The incredibly rapid launching of balloons during the TRACER IOP will allow the study of how the thin (around 3,000-foot) layer of air next to the ground, called the boundary layer, changes before storm clouds form. To get as much value from the soundings as possible, TRACER scientists will put their forecast skills to the test to try to predict the perfect day for these rapid weather balloon launches.

In preparation for this, and to gain a better understanding of the meteorology of the Houston region, scientists from across the DOE labs, other federal agencies, and partnered universities led a forecast exercise over three weeks (June 13 to July 2, 2020). These scientists—joined by a local weather expert, Lance Wood, the science and operations officer for NWS Houston—used this exercise to “game out” various weather scenarios as well as to develop procedures on how forecast data will be presented and archived to guide operations and future analysis.

While a 2019 paper led by NASA’s Ann Fridlind helped to statistically frame the “typical weather” expected during the TRACER IOP, the actual weather that occurs can vary quite dramatically from the statistical average (also known as climatology). This happened in two ways during the TRACER forecast exercise:

  • During the start of the forecast period, the team saw a lot more “organized” large storms than expected (such as the example shown in figure 1).
  • Strong winds over Africa and a persistent weather system called a Bermuda high helped transport a large amount of dust from the Sahara to the local region (see figure 2). This unusual event spawned a lot of discussion on the TRACER Science Team about what operational mode we would request of the ARM soundings during such a phenomenon, given how valuable the data would be to the community.
Saharan dust event from June 22, 2020
Figure 2 shows PhD student Amber Schlessiger (Texas A&M University) discussing the Saharan dust event that occurred over the TRACER domain during the forecast exercise.

Overall, the forecast exercise was a great success, allowing the team to not only hone our skills, but also to build excitement for the TRACER deployment next year. As new partners come aboard, the team plans to transition the ARM-focused forecast exercise to a multi-agency-focused implementation. If there are any partners needing forecast support or who can provide extra resources, please reach out to TRACER Principal Investigator Mike Jensen or forecast lead Scott Collis.
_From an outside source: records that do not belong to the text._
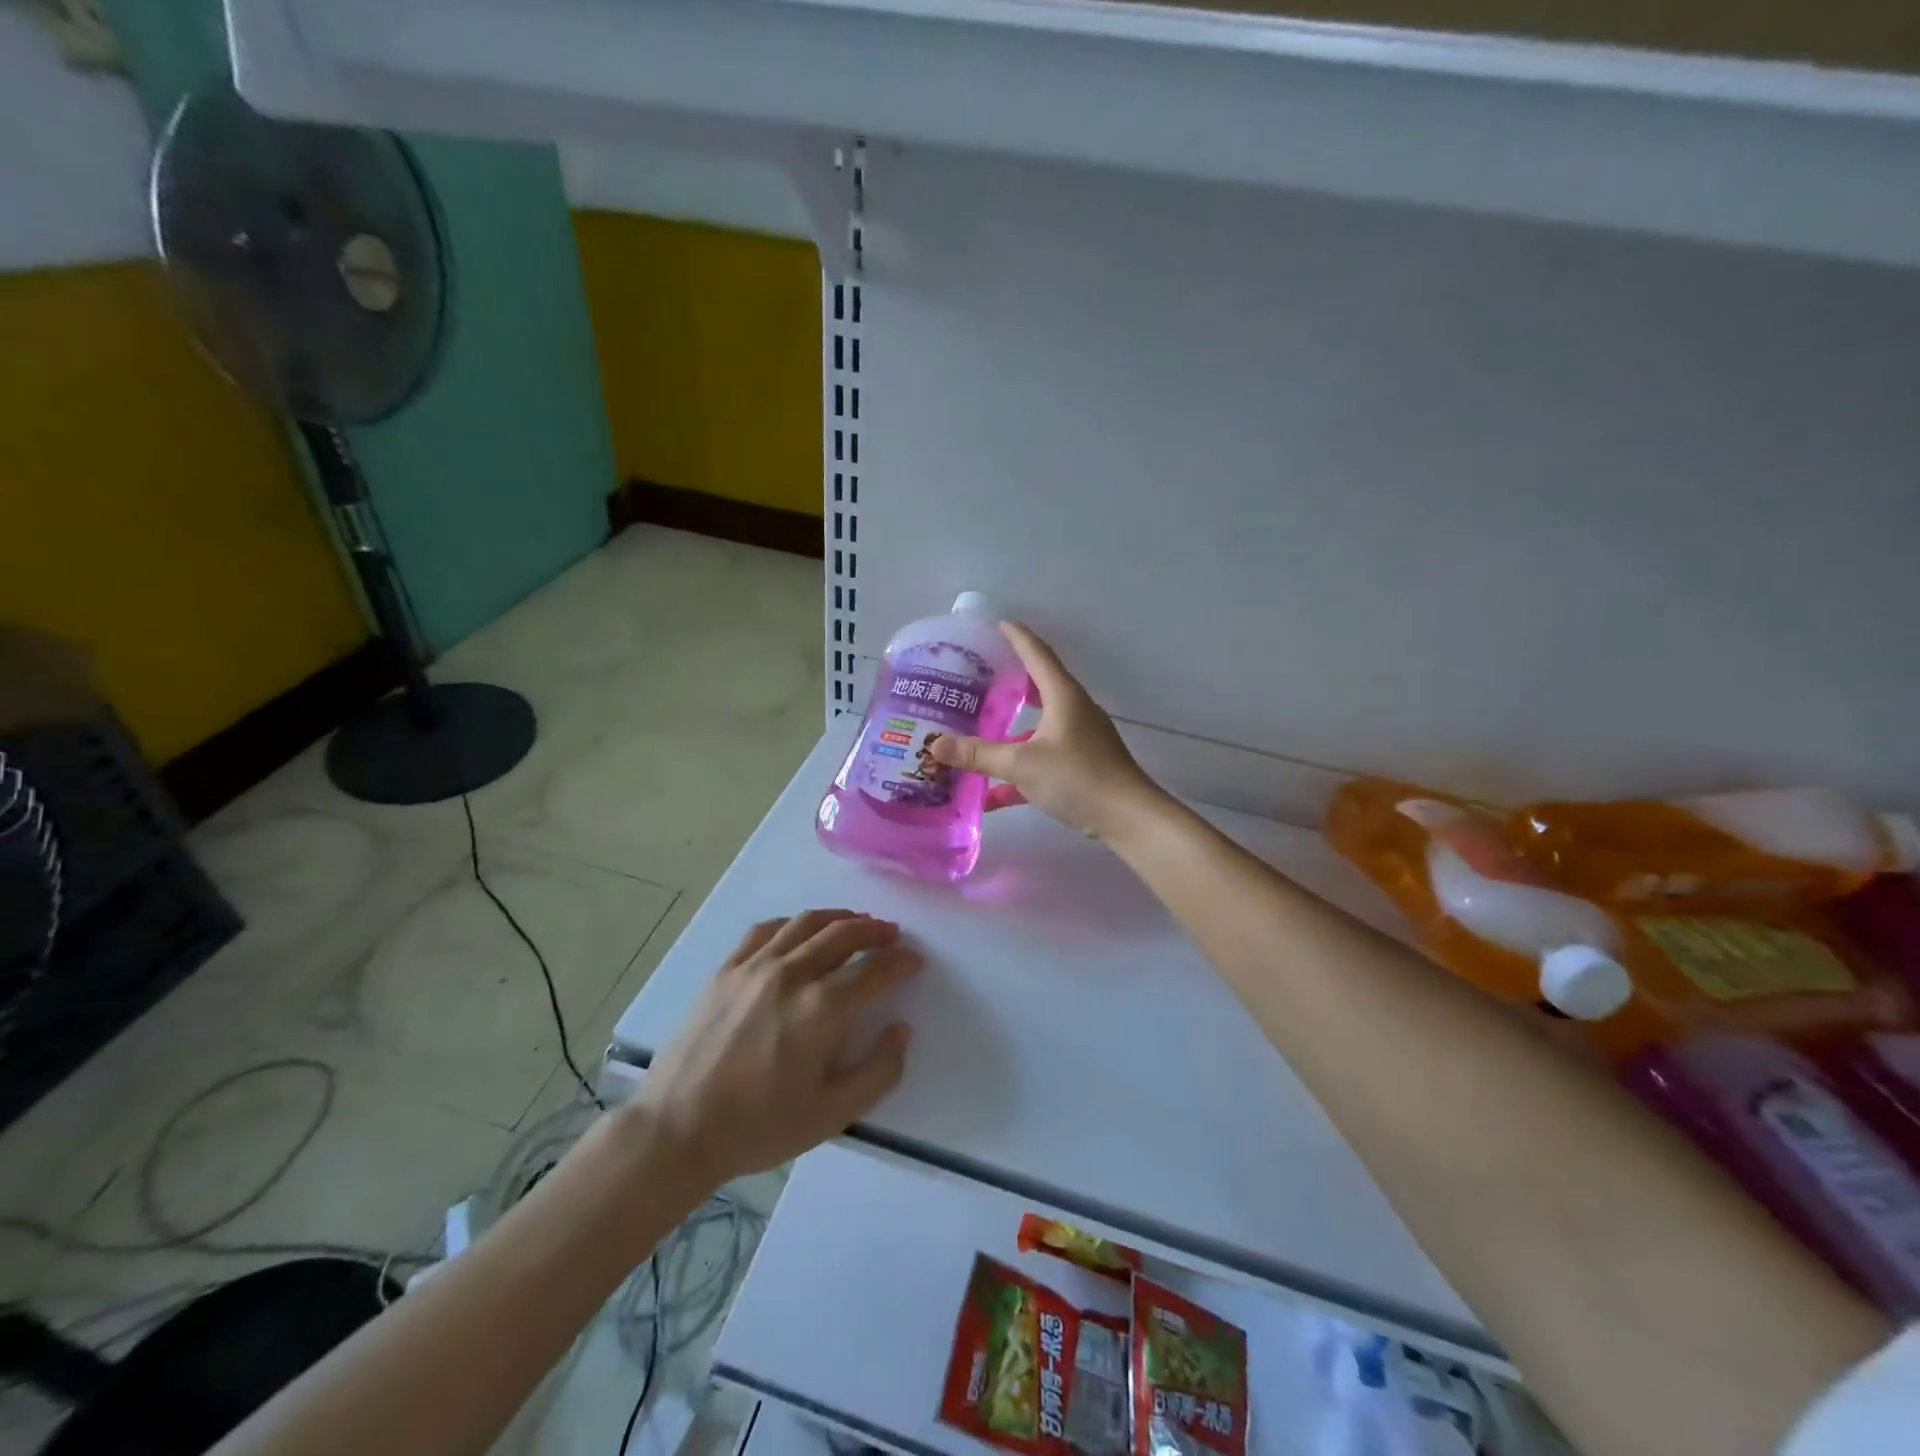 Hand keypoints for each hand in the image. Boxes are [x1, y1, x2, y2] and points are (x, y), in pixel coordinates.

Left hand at [638, 910, 919, 1185]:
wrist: (677, 1129)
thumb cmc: (759, 1127)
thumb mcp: (832, 1115)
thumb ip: (878, 1071)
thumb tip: (902, 1029)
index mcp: (822, 1009)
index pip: (874, 970)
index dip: (901, 962)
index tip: (915, 960)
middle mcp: (792, 974)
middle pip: (843, 934)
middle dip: (874, 930)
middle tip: (891, 934)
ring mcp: (755, 967)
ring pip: (806, 923)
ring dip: (839, 918)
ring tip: (856, 922)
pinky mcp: (726, 970)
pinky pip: (766, 930)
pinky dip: (793, 923)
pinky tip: (801, 930)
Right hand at [928, 622, 1166, 841]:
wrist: (1128, 818)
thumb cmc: (1078, 777)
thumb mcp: (1022, 764)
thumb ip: (978, 754)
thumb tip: (934, 745)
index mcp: (1063, 696)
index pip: (1037, 654)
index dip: (1016, 636)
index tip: (997, 624)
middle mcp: (1072, 710)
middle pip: (1037, 687)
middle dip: (1009, 682)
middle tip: (978, 677)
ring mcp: (1078, 739)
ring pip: (1036, 726)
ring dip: (1009, 731)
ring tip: (977, 731)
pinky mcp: (1080, 765)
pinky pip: (1042, 759)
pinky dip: (1018, 771)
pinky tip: (991, 795) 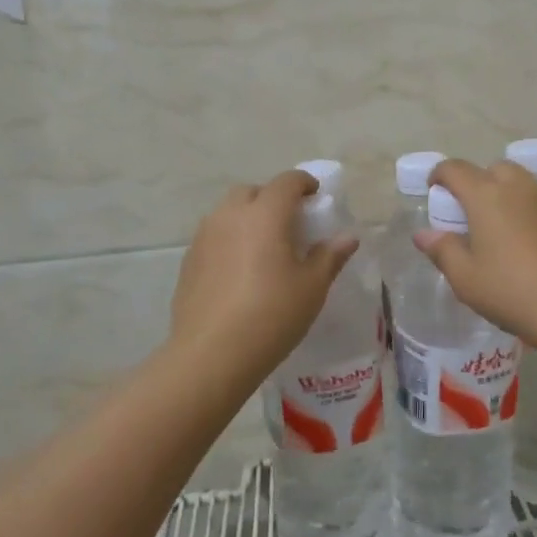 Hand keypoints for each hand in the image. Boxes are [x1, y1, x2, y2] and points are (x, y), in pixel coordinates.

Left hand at [169, 169, 358, 379]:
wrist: (211, 355)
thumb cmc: (272, 315)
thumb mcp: (312, 287)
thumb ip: (330, 256)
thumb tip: (348, 238)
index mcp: (265, 214)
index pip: (287, 181)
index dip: (304, 183)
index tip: (315, 196)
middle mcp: (231, 215)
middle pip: (253, 192)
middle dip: (272, 198)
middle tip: (289, 224)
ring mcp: (204, 237)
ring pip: (228, 212)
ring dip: (248, 218)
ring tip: (263, 248)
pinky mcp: (189, 261)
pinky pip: (213, 236)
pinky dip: (229, 240)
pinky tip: (238, 271)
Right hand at [414, 158, 536, 352]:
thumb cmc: (514, 293)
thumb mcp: (466, 279)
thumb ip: (443, 250)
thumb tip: (424, 233)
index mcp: (486, 196)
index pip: (456, 169)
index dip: (440, 175)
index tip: (434, 189)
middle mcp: (520, 186)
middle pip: (493, 169)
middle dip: (478, 182)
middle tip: (472, 213)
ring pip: (523, 182)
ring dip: (508, 194)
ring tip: (504, 226)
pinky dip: (533, 210)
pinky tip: (535, 242) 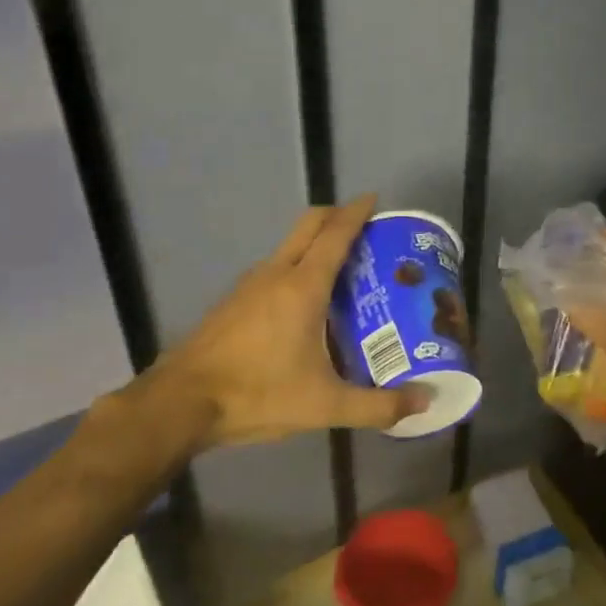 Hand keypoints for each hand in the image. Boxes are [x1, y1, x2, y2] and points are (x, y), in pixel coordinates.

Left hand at [112, 196, 427, 463]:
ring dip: (315, 244)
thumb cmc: (258, 394)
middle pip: (309, 226)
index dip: (357, 212)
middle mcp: (275, 274)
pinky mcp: (232, 302)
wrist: (180, 404)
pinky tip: (305, 304)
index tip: (376, 200)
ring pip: (288, 247)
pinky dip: (295, 267)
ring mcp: (248, 285)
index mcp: (302, 286)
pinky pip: (272, 269)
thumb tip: (425, 402)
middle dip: (337, 217)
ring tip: (344, 270)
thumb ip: (378, 405)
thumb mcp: (325, 405)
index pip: (335, 233)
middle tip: (366, 231) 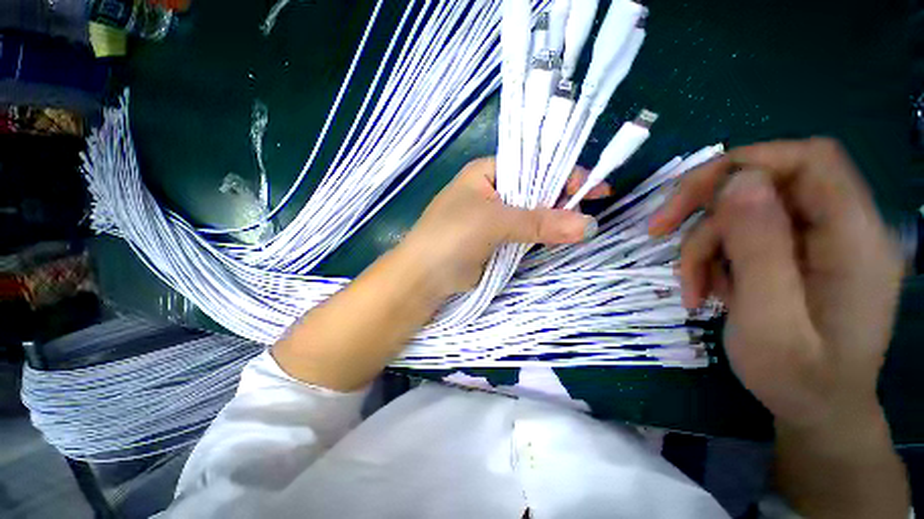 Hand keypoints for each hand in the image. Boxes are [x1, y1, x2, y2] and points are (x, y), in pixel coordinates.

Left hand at [400, 157, 604, 297]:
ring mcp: (494, 217)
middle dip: (561, 198)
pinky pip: (525, 233)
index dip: (563, 173)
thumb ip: (538, 223)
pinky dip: (541, 235)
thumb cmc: (451, 237)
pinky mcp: (497, 240)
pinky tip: (561, 236)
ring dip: (553, 219)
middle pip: (535, 189)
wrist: (424, 277)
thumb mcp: (493, 222)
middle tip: (591, 208)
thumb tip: (588, 225)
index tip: (595, 188)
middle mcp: (492, 190)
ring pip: (532, 213)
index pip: (533, 164)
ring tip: (581, 225)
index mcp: (487, 173)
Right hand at [649, 138, 903, 428]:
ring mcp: (818, 242)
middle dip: (705, 206)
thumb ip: (761, 249)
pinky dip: (715, 259)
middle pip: (766, 182)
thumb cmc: (798, 380)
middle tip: (658, 231)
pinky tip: (709, 289)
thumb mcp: (770, 321)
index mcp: (854, 238)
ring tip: (691, 288)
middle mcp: (841, 228)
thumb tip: (738, 181)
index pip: (808, 160)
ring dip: (704, 246)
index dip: (746, 162)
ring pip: (743, 215)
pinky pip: (745, 238)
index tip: (688, 194)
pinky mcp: (798, 256)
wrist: (816, 412) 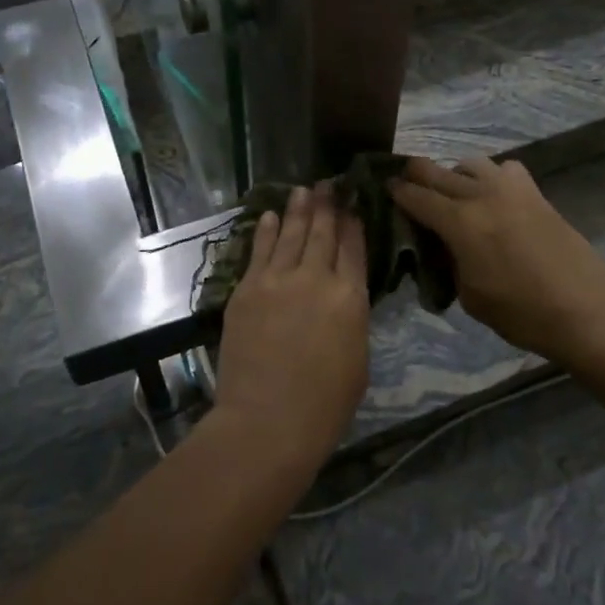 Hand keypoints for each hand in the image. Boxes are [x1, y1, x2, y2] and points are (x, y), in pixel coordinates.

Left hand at [215, 186, 370, 469]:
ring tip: (303, 190)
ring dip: (298, 210)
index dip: (353, 223)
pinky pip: (258, 251)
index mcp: (349, 298)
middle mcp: (315, 278)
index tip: (352, 204)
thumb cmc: (324, 405)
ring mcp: (277, 281)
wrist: (266, 421)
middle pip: (322, 233)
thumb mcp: (357, 360)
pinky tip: (270, 216)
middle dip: (327, 206)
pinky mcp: (247, 290)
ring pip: (290, 235)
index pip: (353, 249)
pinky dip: (265, 231)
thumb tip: (343, 297)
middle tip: (328, 183)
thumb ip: (350, 318)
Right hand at [389, 157, 604, 365]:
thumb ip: (448, 262)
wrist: (587, 308)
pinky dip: (491, 176)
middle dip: (414, 175)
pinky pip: (503, 168)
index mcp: (459, 222)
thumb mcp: (469, 296)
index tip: (383, 190)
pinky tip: (493, 196)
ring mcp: (510, 188)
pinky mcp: (534, 192)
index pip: (414, 196)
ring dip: (453, 173)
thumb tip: (440, 245)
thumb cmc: (523, 313)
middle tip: (405, 187)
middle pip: (435, 169)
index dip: (394, 192)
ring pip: (469, 162)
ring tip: (452, 194)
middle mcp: (480, 195) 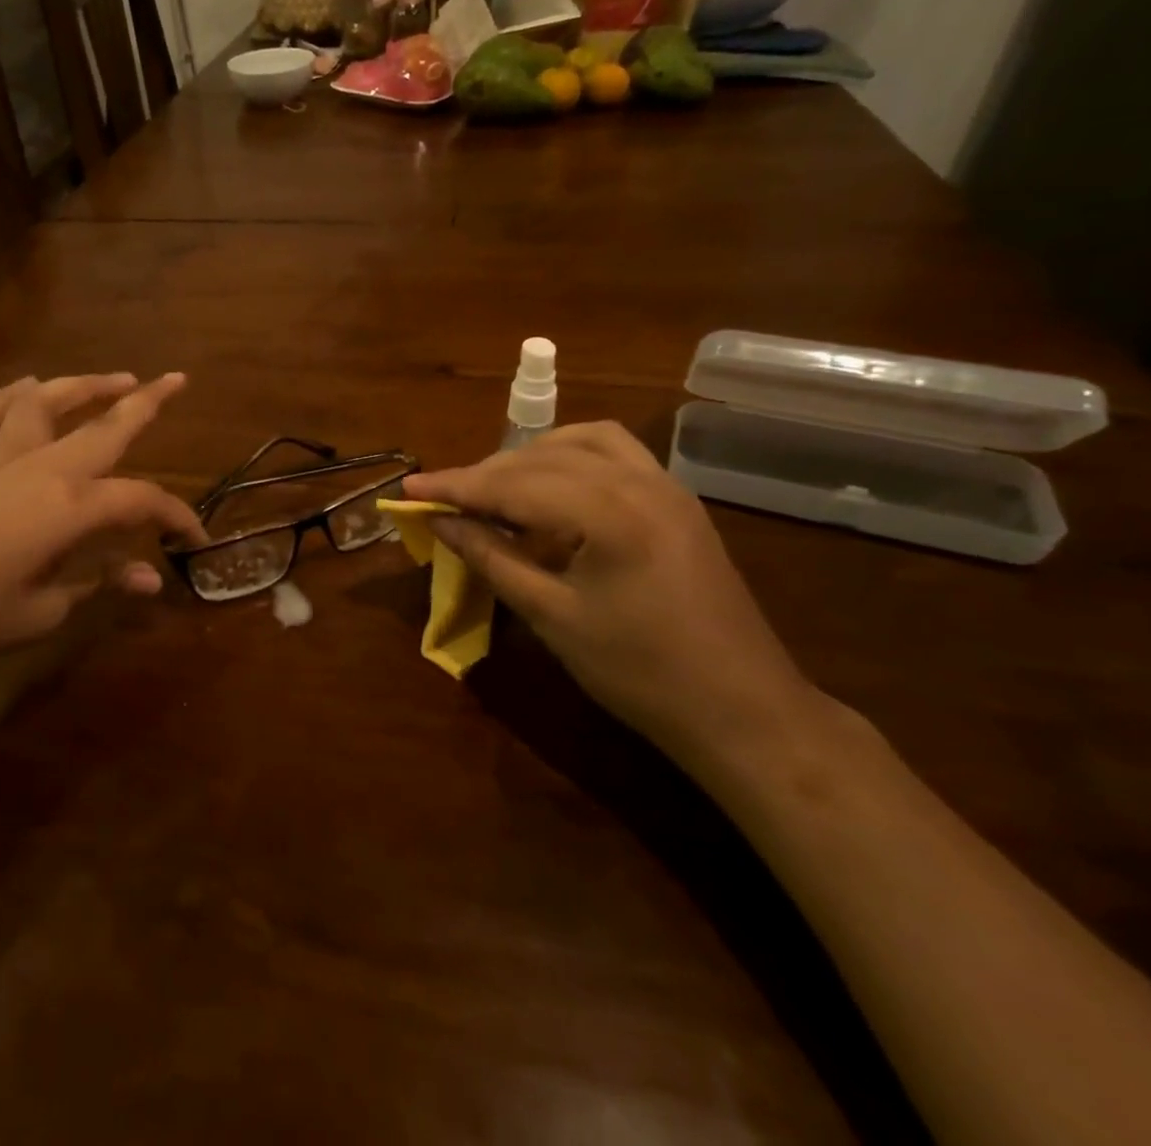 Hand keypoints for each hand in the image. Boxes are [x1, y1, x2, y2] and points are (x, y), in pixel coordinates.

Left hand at [0, 373, 207, 683]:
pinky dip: (9, 398)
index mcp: (71, 507)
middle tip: (177, 380)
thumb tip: (149, 577)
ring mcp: (2, 462)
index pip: (141, 501)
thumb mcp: (45, 610)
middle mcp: (43, 470)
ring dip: (83, 386)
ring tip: (114, 379)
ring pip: (47, 405)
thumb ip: (100, 583)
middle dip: (146, 402)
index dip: (176, 516)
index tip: (196, 538)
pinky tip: (24, 388)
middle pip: (104, 426)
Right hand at [402, 422, 815, 769]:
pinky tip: (552, 487)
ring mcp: (665, 485)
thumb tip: (441, 522)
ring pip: (582, 441)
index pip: (513, 484)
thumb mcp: (552, 617)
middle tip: (444, 500)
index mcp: (608, 512)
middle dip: (487, 473)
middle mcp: (639, 481)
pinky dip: (572, 457)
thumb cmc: (639, 673)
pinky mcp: (677, 499)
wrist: (742, 710)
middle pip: (543, 456)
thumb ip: (491, 558)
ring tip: (496, 487)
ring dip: (531, 455)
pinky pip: (616, 453)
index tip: (409, 489)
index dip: (455, 486) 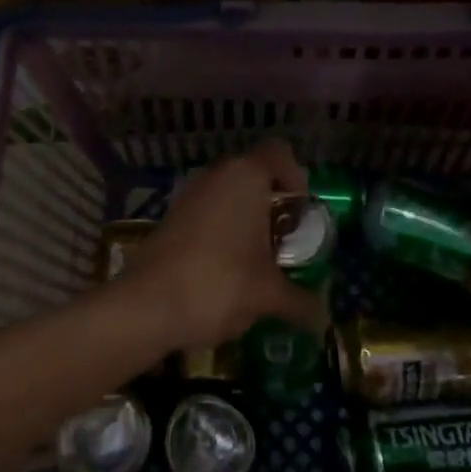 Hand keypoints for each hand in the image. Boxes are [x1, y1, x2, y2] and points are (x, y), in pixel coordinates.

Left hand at [118, 140, 327, 350]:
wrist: (147, 305)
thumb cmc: (219, 284)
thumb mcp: (268, 295)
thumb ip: (300, 301)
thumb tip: (323, 318)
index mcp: (246, 177)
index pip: (279, 153)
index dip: (296, 176)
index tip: (301, 212)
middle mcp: (216, 176)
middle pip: (254, 174)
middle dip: (272, 204)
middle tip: (285, 239)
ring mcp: (189, 194)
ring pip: (228, 194)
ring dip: (246, 219)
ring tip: (258, 259)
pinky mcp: (171, 217)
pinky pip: (207, 212)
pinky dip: (221, 231)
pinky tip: (226, 268)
The team would like to extend our thanks to those who provided forecast help: Robert Jackson (ANL), Mike Jensen (Brookhaven National Laboratory), Chris Nowotarski (Texas A&M University), Amber Schlessiger (Texas A&M University), Laura Judd (NASA Langley Research Center), Steve Nesbitt (University of Illinois at Urbana-Champaign), Marcus van Lier-Walqui (Columbia University/NASA Goddard Institute for Space Sciences), Toshi Matsui (NASA Goddard Space Flight Center), Brian Wittemann (Brookhaven/SUNY Oneonta), and Eric Bruning (Texas Tech University), and a special thanks to Lance Wood (NWS Houston) for his expert advice and feedback.